[Start of Attachment]

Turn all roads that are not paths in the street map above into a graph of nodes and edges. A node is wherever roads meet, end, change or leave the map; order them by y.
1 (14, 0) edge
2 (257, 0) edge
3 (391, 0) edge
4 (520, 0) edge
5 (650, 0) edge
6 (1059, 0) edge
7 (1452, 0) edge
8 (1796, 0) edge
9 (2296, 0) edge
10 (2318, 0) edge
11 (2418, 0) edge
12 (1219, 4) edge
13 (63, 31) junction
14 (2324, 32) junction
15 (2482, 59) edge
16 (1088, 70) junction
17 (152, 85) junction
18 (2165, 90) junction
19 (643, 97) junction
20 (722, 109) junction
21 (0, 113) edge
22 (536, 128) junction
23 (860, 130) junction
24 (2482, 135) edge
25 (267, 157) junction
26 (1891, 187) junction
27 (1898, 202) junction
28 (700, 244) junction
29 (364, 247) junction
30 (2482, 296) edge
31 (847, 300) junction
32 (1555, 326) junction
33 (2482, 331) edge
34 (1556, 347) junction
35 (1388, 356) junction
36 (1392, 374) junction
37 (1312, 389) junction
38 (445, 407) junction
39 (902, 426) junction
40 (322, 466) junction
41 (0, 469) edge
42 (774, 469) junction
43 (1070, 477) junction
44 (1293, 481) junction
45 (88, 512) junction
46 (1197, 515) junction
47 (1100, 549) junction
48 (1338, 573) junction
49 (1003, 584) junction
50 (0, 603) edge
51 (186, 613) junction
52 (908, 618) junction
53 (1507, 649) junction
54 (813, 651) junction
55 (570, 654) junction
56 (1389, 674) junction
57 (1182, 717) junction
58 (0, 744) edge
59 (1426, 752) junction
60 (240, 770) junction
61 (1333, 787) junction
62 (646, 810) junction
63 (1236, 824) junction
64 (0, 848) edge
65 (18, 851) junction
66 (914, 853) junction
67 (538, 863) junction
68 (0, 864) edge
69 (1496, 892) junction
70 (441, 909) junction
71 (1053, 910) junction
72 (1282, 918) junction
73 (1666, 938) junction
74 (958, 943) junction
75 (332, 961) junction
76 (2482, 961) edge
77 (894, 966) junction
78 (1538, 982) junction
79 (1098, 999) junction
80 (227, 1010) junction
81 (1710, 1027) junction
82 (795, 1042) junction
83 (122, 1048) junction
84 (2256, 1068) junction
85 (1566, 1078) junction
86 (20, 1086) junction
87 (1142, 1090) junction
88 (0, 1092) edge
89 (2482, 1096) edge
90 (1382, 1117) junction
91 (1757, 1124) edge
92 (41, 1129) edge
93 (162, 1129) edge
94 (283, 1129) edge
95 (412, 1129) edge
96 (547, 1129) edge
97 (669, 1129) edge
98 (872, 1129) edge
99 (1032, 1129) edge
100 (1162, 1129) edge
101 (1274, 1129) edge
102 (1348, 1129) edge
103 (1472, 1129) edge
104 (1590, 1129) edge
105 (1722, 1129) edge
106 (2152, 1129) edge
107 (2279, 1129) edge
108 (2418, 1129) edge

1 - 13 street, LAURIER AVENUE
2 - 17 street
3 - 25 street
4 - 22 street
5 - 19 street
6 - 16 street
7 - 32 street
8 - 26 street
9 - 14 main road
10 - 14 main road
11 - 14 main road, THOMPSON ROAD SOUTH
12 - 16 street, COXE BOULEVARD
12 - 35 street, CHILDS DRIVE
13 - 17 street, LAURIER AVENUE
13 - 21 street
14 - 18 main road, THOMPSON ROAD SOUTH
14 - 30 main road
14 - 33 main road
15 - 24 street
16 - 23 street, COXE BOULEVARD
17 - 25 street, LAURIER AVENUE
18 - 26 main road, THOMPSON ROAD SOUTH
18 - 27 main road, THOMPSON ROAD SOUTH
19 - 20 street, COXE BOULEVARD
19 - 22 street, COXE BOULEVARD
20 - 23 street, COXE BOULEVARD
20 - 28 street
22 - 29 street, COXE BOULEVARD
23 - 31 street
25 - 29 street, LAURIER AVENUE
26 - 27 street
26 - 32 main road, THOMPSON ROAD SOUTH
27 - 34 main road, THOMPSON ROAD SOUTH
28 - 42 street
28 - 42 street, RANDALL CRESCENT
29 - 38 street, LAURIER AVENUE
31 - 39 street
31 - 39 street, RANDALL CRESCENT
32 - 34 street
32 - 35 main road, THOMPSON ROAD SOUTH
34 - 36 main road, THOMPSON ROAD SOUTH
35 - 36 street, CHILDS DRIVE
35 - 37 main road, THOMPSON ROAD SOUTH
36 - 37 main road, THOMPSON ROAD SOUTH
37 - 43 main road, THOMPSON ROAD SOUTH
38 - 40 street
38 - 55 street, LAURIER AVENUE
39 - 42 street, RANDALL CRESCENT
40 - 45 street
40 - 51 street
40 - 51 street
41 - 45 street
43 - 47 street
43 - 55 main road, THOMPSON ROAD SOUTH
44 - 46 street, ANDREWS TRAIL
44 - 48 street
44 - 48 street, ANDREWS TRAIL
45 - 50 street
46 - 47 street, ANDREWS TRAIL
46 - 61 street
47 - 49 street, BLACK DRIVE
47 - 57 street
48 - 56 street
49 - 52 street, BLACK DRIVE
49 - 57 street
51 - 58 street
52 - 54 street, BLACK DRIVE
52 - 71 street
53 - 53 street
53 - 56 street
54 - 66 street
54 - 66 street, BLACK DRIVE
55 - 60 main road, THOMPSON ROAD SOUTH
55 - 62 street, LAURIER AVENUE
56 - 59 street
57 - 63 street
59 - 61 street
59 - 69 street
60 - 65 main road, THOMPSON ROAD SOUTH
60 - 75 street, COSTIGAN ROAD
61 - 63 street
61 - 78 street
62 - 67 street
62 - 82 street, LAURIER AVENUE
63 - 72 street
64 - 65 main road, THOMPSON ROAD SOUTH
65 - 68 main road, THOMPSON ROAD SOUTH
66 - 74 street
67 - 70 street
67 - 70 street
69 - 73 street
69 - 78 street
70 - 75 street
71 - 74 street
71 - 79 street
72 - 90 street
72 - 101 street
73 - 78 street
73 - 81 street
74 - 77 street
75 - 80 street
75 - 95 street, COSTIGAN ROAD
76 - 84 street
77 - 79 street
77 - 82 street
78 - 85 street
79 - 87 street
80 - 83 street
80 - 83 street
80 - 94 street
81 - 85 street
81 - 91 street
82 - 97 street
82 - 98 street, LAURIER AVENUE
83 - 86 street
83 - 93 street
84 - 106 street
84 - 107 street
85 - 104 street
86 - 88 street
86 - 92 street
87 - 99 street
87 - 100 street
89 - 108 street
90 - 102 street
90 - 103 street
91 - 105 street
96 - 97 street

[End of Attachment]

Instructions for the task:
Nothing in the records should be altered when they are written out again.

Answer box:
Turn all roads that are not paths in the street map above into a graph of nodes and edges. A node is wherever roads meet, end, change or leave the map; order them by y.
1 (14, 0) edge
2 (257, 0) edge
3 (391, 0) edge
4 (520, 0) edge
5 (650, 0) edge
6 (1059, 0) edge
7 (1452, 0) edge
8 (1796, 0) edge
9 (2296, 0) edge
10 (2318, 0) edge
11 (2418, 0) edge
12 (1219, 4) edge
13 (63, 31) junction
14 (2324, 32) junction
15 (2482, 59) edge
16 (1088, 70) junction
17 (152, 85) junction
18 (2165, 90) junction
19 (643, 97) junction
20 (722, 109) junction
21 (0, 113) edge
22 (536, 128) junction
23 (860, 130) junction
24 (2482, 135) edge
25 (267, 157) junction
26 (1891, 187) junction
27 (1898, 202) junction
28 (700, 244) junction
29 (364, 247) junction
30 (2482, 296) edge
31 (847, 300) junction
32 (1555, 326) junction
33 (2482, 331) edge
34 (1556, 347) junction
35 (1388, 356) junction
36 (1392, 374) junction
37 (1312, 389) junction
38 (445, 407) junction
39 (902, 426) junction
40 (322, 466) junction
41 (0, 469) edge
42 (774, 469) junction
43 (1070, 477) junction
44 (1293, 481) junction
45 (88, 512) junction
46 (1197, 515) junction
47 (1100, 549) junction
48 (1338, 573) junction
49 (1003, 584) junction
50 (0, 603) edge
51 (186, 613) junction
52 (908, 618) junction
53 (1507, 649) junction
54 (813, 651) junction
55 (570, 654) junction
56 (1389, 674) junction
57 (1182, 717) junction
58 (0, 744) edge
59 (1426, 752) junction
60 (240, 770) junction
61 (1333, 787) junction
62 (646, 810) junction
63 (1236, 824) junction
64 (0, 848) edge
65 (18, 851) junction
66 (914, 853) junction
67 (538, 863) junction
68 (0, 864) edge
69 (1496, 892) junction
70 (441, 909) junction
71 (1053, 910) junction
72 (1282, 918) junction
73 (1666, 938) junction
74 (958, 943) junction
75 (332, 961) junction
76 (2482, 961) edge
77 (894, 966) junction
78 (1538, 982) junction
79 (1098, 999) junction
80 (227, 1010) junction
81 (1710, 1027) junction
82 (795, 1042) junction
83 (122, 1048) junction
84 (2256, 1068) junction
85 (1566, 1078) junction
86 (20, 1086) junction
87 (1142, 1090) junction
88 (0, 1092) edge
89 (2482, 1096) edge
90 (1382, 1117) junction
91 (1757, 1124) edge
92 (41, 1129) edge
93 (162, 1129) edge
94 (283, 1129) edge
95 (412, 1129) edge
96 (547, 1129) edge
97 (669, 1129) edge
98 (872, 1129) edge
99 (1032, 1129) edge
100 (1162, 1129) edge
101 (1274, 1129) edge
102 (1348, 1129) edge
103 (1472, 1129) edge
104 (1590, 1129) edge
105 (1722, 1129) edge
106 (2152, 1129) edge
107 (2279, 1129) edge
108 (2418, 1129) edge

1 - 13 street, LAURIER AVENUE
2 - 17 street
3 - 25 street
4 - 22 street
5 - 19 street
6 - 16 street
7 - 32 street
8 - 26 street
9 - 14 main road
10 - 14 main road
11 - 14 main road, THOMPSON ROAD SOUTH
12 - 16 street, COXE BOULEVARD
12 - 35 street, CHILDS DRIVE
13 - 17 street, LAURIER AVENUE
13 - 21 street
14 - 18 main road, THOMPSON ROAD SOUTH
14 - 30 main road
14 - 33 main road
15 - 24 street
16 - 23 street, COXE BOULEVARD
17 - 25 street, LAURIER AVENUE
18 - 26 main road, THOMPSON ROAD SOUTH
18 - 27 main road, THOMPSON ROAD SOUTH
19 - 20 street, COXE BOULEVARD
19 - 22 street, COXE BOULEVARD
20 - 23 street, COXE BOULEVARD
20 - 28 street
22 - 29 street, COXE BOULEVARD
23 - 31 street
25 - 29 street, LAURIER AVENUE
26 - 27 street
26 - 32 main road, THOMPSON ROAD SOUTH
27 - 34 main road, THOMPSON ROAD SOUTH
28 - 42 street
28 - 42 street, RANDALL CRESCENT
29 - 38 street, LAURIER AVENUE
31 - 39 street
31 - 39 street, RANDALL CRESCENT
32 - 34 street
32 - 35 main road, THOMPSON ROAD SOUTH
34 - 36 main road, THOMPSON ROAD SOUTH
35 - 36 street, CHILDS DRIVE
35 - 37 main road, THOMPSON ROAD SOUTH
36 - 37 main road, THOMPSON ROAD SOUTH
37 - 43 main road, THOMPSON ROAD SOUTH
38 - 40 street
38 - 55 street, LAURIER AVENUE
39 - 42 street, RANDALL CRESCENT
40 - 45 street
40 - 51 street
40 - 51 street
41 - 45 street
43 - 47 street
43 - 55 main road, THOMPSON ROAD SOUTH
44 - 46 street, ANDREWS TRAIL
44 - 48 street
44 - 48 street, ANDREWS TRAIL
45 - 50 street
46 - 47 street, ANDREWS TRAIL
46 - 61 street
47 - 49 street, BLACK DRIVE
47 - 57 street
48 - 56 street
49 - 52 street, BLACK DRIVE
49 - 57 street
51 - 58 street
52 - 54 street, BLACK DRIVE
52 - 71 street
53 - 53 street
53 - 56 street
54 - 66 street
54 - 66 street, BLACK DRIVE
55 - 60 main road, THOMPSON ROAD SOUTH
55 - 62 street, LAURIER AVENUE
56 - 59 street
57 - 63 street
59 - 61 street
59 - 69 street
60 - 65 main road, THOMPSON ROAD SOUTH
60 - 75 street, COSTIGAN ROAD
61 - 63 street
61 - 78 street
62 - 67 street
62 - 82 street, LAURIER AVENUE
63 - 72 street
64 - 65 main road, THOMPSON ROAD SOUTH
65 - 68 main road, THOMPSON ROAD SOUTH
66 - 74 street
67 - 70 street
67 - 70 street
69 - 73 street
69 - 78 street
70 - 75 street
71 - 74 street
71 - 79 street
72 - 90 street
72 - 101 street
73 - 78 street
73 - 81 street
74 - 77 street
75 - 80 street
75 - 95 street, COSTIGAN ROAD
76 - 84 street
77 - 79 street
77 - 82 street
78 - 85 street
79 - 87 street
80 - 83 street
80 - 83 street
80 - 94 street
81 - 85 street
81 - 91 street
82 - 97 street
82 - 98 street, LAURIER AVENUE
83 - 86 street
83 - 93 street
84 - 106 street
84 - 107 street
85 - 104 street
86 - 88 street
86 - 92 street
87 - 99 street
87 - 100 street
89 - 108 street
90 - 102 street
90 - 103 street
91 - 105 street
96 - 97 street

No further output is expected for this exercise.